#### [Input records]
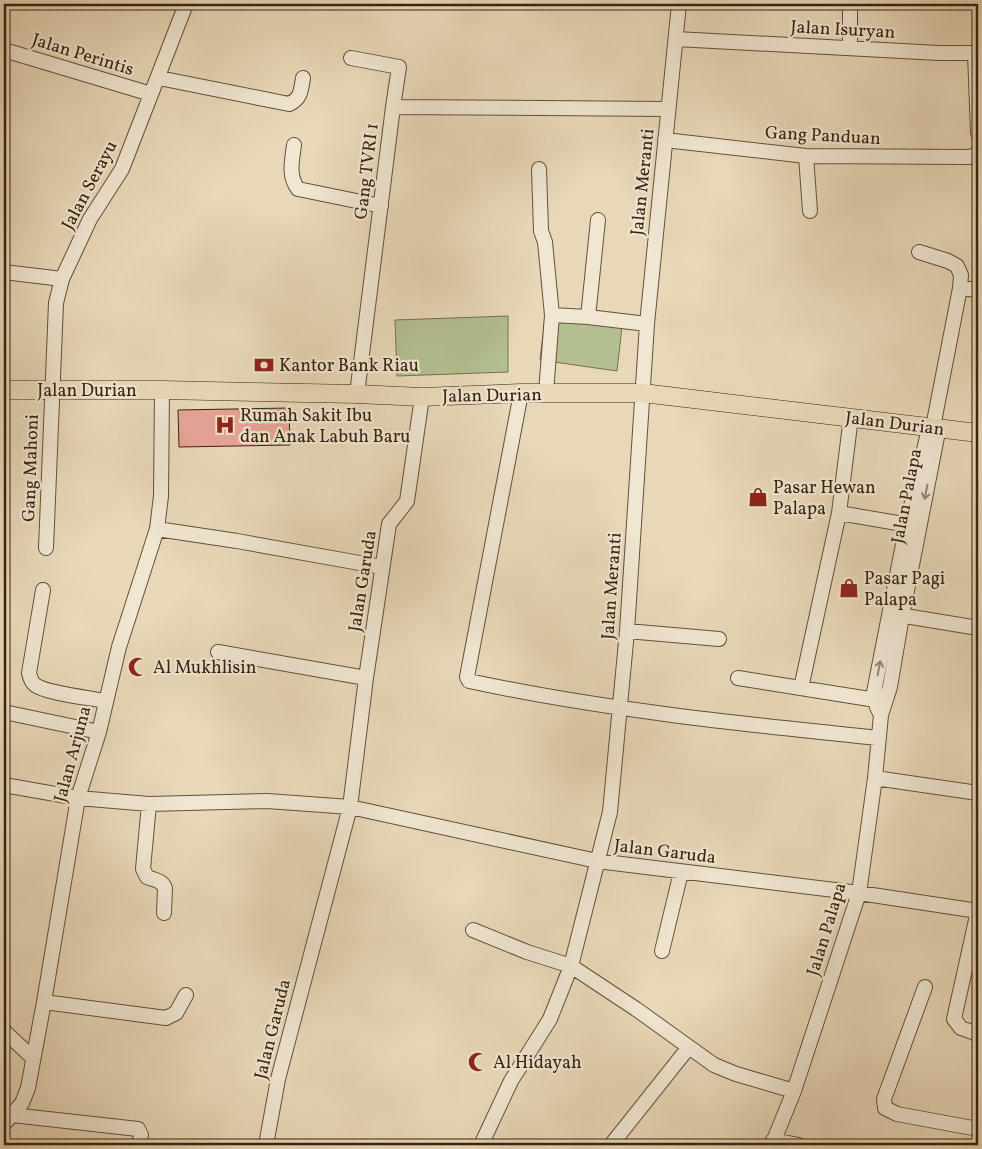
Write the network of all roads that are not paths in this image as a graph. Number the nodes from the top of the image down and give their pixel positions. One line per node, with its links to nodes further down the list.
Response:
1 (186, 4): 9 (street, Jalan Serayu)
2 (679, 4): 4 (street, Jalan Meranti)
3 (850, 4): 5 (street)
4 (676, 38): 5 (street, Jalan Isuryan); 13 (street, Jalan Meranti)
5 (850, 48): 7 (street, Jalan Isuryan)
6 (4, 50): 11 (street, Jalan Perintis)
7 (976, 53): 14 (street)
8 (351, 58): 12 (street)
9 (158, 78): 10 (street); 11 (street, Jalan Serayu)
10 (303, 78)
11 (151, 94): 25 (street, Jalan Serayu)
12 (393, 107): 13 (street, Gang TVRI 1); 20 (street, Gang TVRI 1)
13 (668, 109): 15 (street, Jalan Meranti)
14 (978, 133)
15 (666, 140): 18 (street, Gang Panduan); 30 (street, Jalan Meranti)
16 (294, 145): 20 (street)
17 (978, 152): 18 (street, Gang Panduan)
18 (806, 156): 21 (street)
19 (540, 169): 28 (street)
20 (381, 206): 35 (street, Gang TVRI 1)
21 (810, 211)
22 (598, 220): 29 (street)
23 (920, 252): 26 (street)
24 (4, 272): 25 (street)
25 (62, 279): 31 (street, Jalan Serayu)
26 (960, 288): 27 (street); 40 (street, Jalan Palapa)
27 (978, 290)
28 (552, 315): 29 (street); 36 (street)
29 (588, 317): 30 (street)
30 (647, 324): 37 (street, Jalan Meranti)
31 (52, 389): 32 (main road, Jalan Durian); 33 (main road, Jalan Durian); 45 (street, Gang Mahoni)
32 (4, 390)
33 (162, 390): 35 (main road, Jalan Durian); 44 (street, Jalan Arjuna)
34 (521, 393): 36 (main road, Jalan Durian); 38 (main road, Jalan Durian); 58 (street)
35 (357, 394): 38 (main road, Jalan Durian)
36 (546, 394): 37 (main road, Jalan Durian)
37 (643, 394): 39 (main road, Jalan Durian); 50 (street, Jalan Meranti)
38 (422, 397): 46 (street, Jalan Garuda)
39 (851, 417): 40 (main road, Jalan Durian); 42 (street)
40 (933, 427): 41 (main road, Jalan Durian); 43 (street, Jalan Palapa)
41 (978, 433)
42 (839, 513): 43 (street); 55 (street)
43 (913, 526): 48 (street, Jalan Palapa)
44 (157, 530): 46 (street); 56 (street, Jalan Arjuna)
45 (46, 548)
46 (382, 567): 53 (street, Jalan Garuda)
47 (43, 590): 56 (street)
48 (896, 615): 49 (street); 57 (street, Jalan Palapa)
49 (978, 628)
50 (627, 630): 51 (street); 58 (street, Jalan Meranti)
51 (719, 639)
52 (218, 652): 53 (street)
53 (366, 678): 67 (street, Jalan Garuda)
54 (738, 678): 55 (street)
55 (801, 688): 57 (street)
56 (105, 700): 60 (street, Jalan Arjuna)
57 (881, 706): 61 (street, Jalan Palapa)
58 (619, 708): 61 (street); 68 (street, Jalan Meranti)
59 (4, 712): 60 (street)
60 (99, 732): 65 (street, Jalan Arjuna)
61 (880, 738): 62 (street, Jalan Palapa)
62 (875, 778): 64 (street); 70 (street, Jalan Palapa)
63 (4, 785): 65 (street, Jalan Garuda)
64 (978, 793)
65 (78, 798): 66 (street, Jalan Garuda); 78 (street, Jalan Arjuna)
66 (150, 804): 67 (street, Jalan Garuda); 72 (street)
67 (350, 807): 68 (street, Jalan Garuda); 88 (street, Jalan Garuda)
68 (597, 861): 69 (street, Jalan Garuda); 75 (street, Jalan Meranti)
69 (681, 872): 70 (street, Jalan Garuda); 74 (street)
70 (859, 893): 71 (street, Jalan Garuda); 83 (street, Jalan Palapa)
71 (978, 911): 80 (street)
72 (164, 913)
73 (473, 930): 75 (street)
74 (662, 951)
75 (571, 966): 81 (street); 89 (street, Jalan Meranti)
76 (925, 988): 85 (street)
77 (186, 995): 78 (street)
78 (44, 1002): 82 (street, Jalan Arjuna)
79 (4, 1031): 82 (street)
80 (978, 1034)
81 (689, 1047): 83 (street); 90 (street)
82 (33, 1058): 84 (street, Jalan Arjuna)
83 (794, 1091): 86 (street, Jalan Palapa)
84 (8, 1119): 87 (street)
85 (978, 1129)
86 (773, 1142): 91 (street)
87 (139, 1145)
88 (266, 1145)
89 (481, 1145)
90 (611, 1145)
91 (799, 1145)

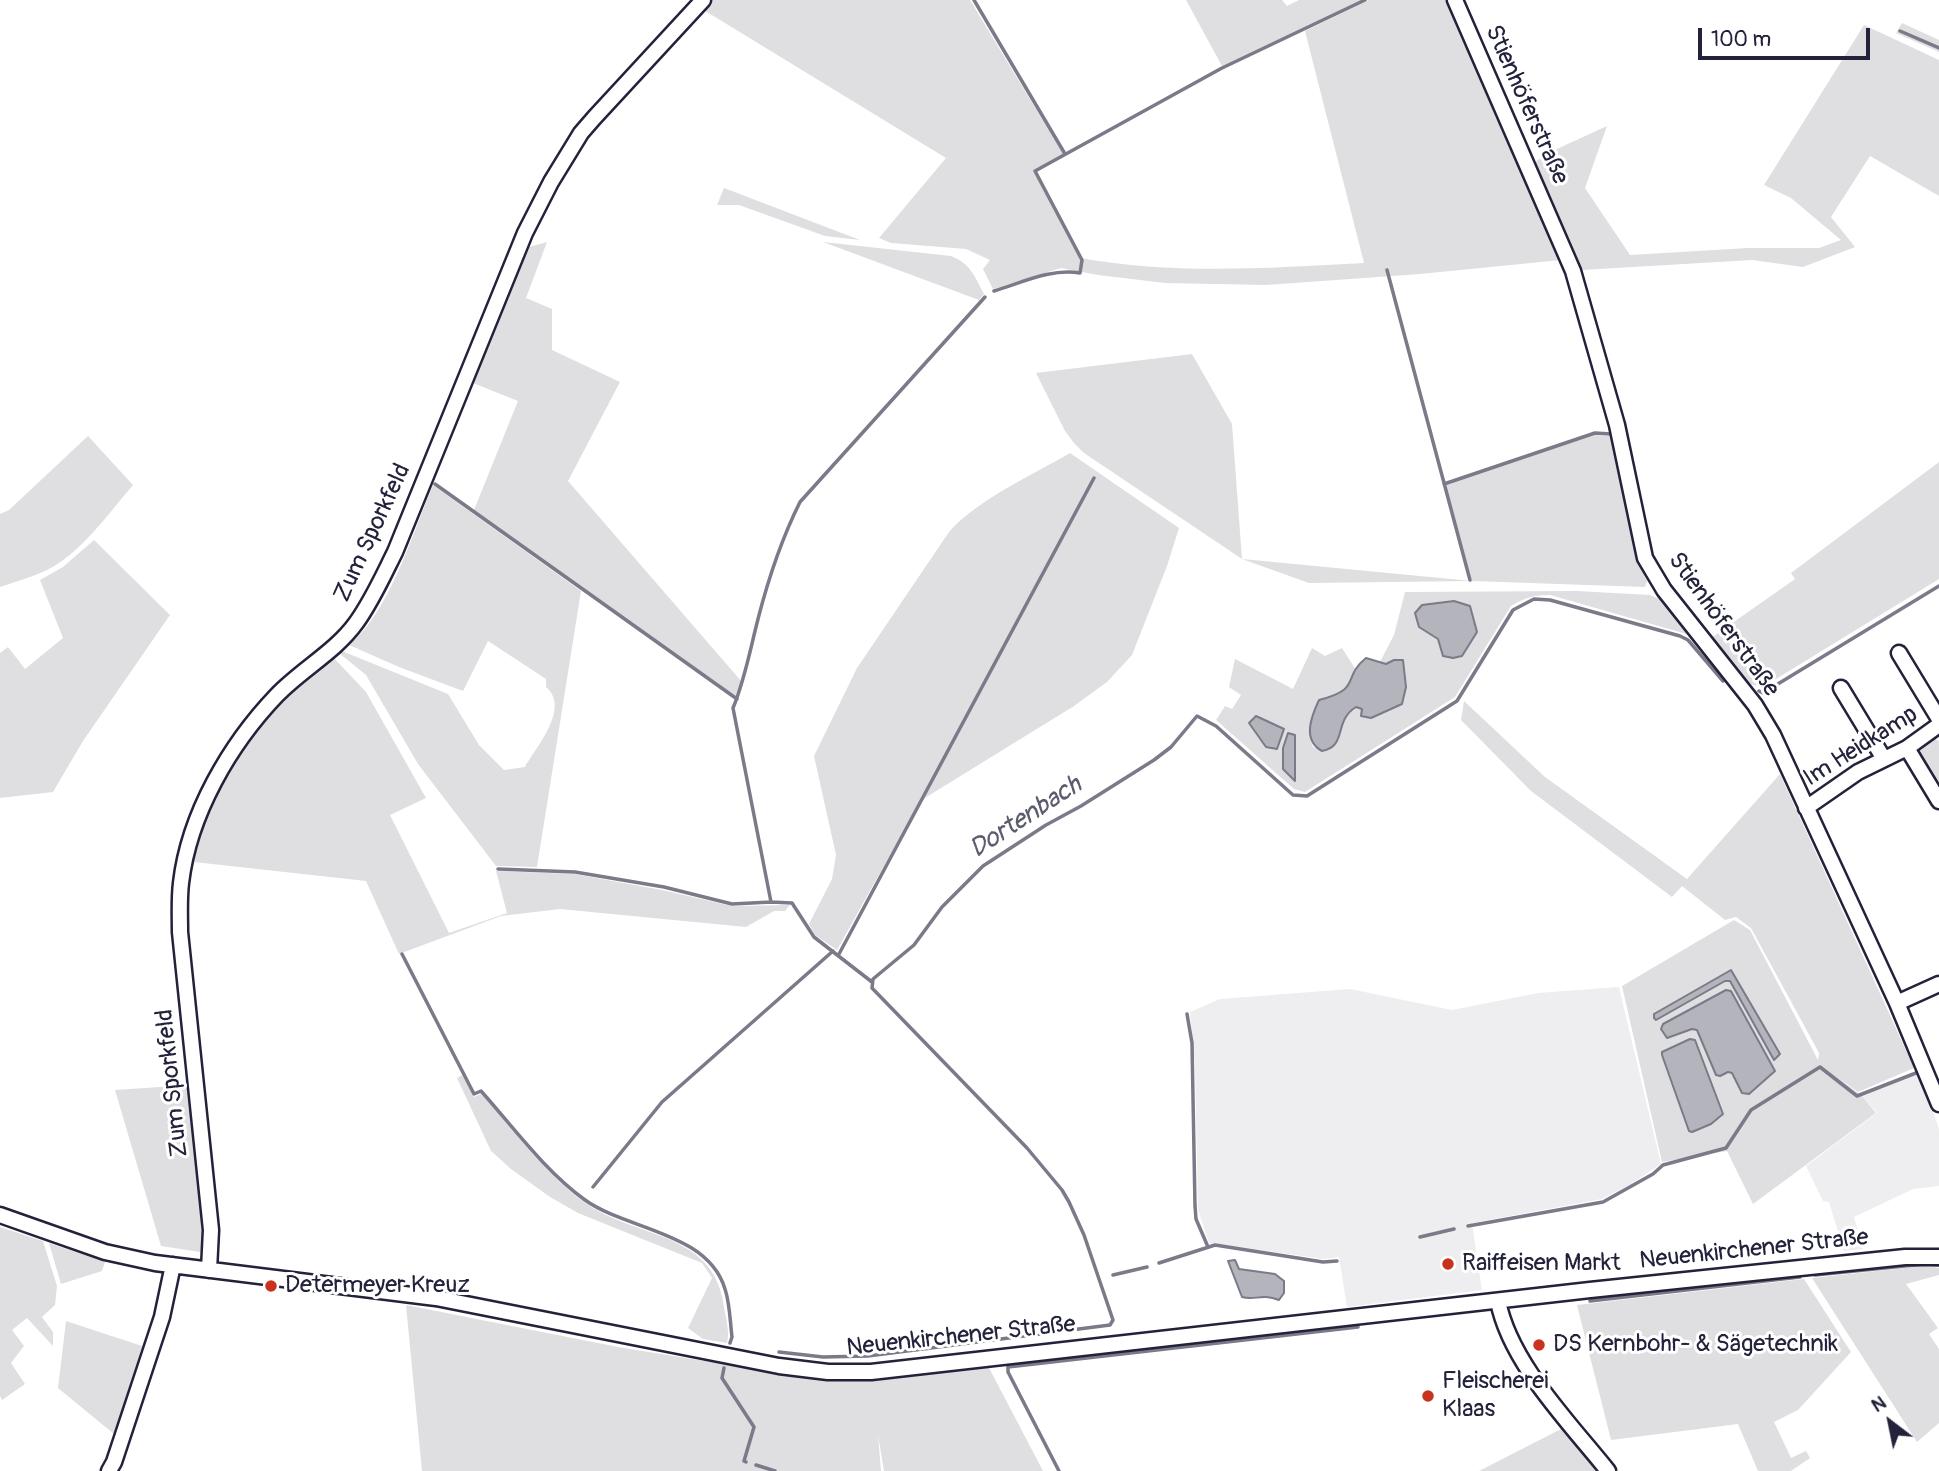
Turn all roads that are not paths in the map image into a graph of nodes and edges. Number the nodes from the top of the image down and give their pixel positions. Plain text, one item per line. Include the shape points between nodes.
1 (703, 0) edge
2 (1455, 0) edge
3 (1899, 653) dead end
4 (1841, 688) dead end
5 (1939, 719) edge
6 (1939, 725) edge
7 (1907, 748) junction
8 (1884, 759) junction
9 (1939, 801) edge
10 (1806, 808) junction
11 (1939, 984) edge
12 (1897, 1003) junction
13 (1939, 1104) edge
14 (0, 1215) edge
15 (1939, 1257) edge
16 (173, 1265) junction
17 (209, 1270) junction
18 (1498, 1301) junction
19 (109, 1471) edge
20 (1608, 1471) edge

1 - 17 street, Zum Sporkfeld via 571,149 525,233 395,552 370,602 346,635 251,724 198,820 179,903 211,1230
2 - 10 street, Stienhöferstraße via 1573,271 1616,425 1646,558 1664,590 1755,705
3 - 5 street, Im Heidkamp
4 - 8 street
6 - 7 street, Im Heidkamp
7 - 8 street, Im Heidkamp
7 - 9 street
8 - 10 street, Im Heidkamp
10 - 12 street, Stienhöferstraße
11 - 12 street
12 - 13 street, Stienhöferstraße
14 - 16 street, Neuenkirchener Straße via 105,1252
15 - 18 street, Neuenkirchener Straße
16 - 17 street, Neuenkirchener Straße
16 - 19 street via 162,1317
17 - 18 street, Neuenkirchener Straße via 436,1298 688,1350 828,1372 871,1372
18 - 20 street via 1519,1357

#### [What is expected]
Go through the material above and report each line containing "pixel".

#### [Expected answer]
Write the network of all roads that are not paths in this image as a graph. Number the nodes from the top of the image down and give their pixel positions. One line per node, with its links to nodes further down the list.
Turn all roads that are not paths in the map image into a graph of nodes and edges. Number the nodes from the top of the image down and give their pixel positions. Plain text, one item per line. Include the shape points between nodes.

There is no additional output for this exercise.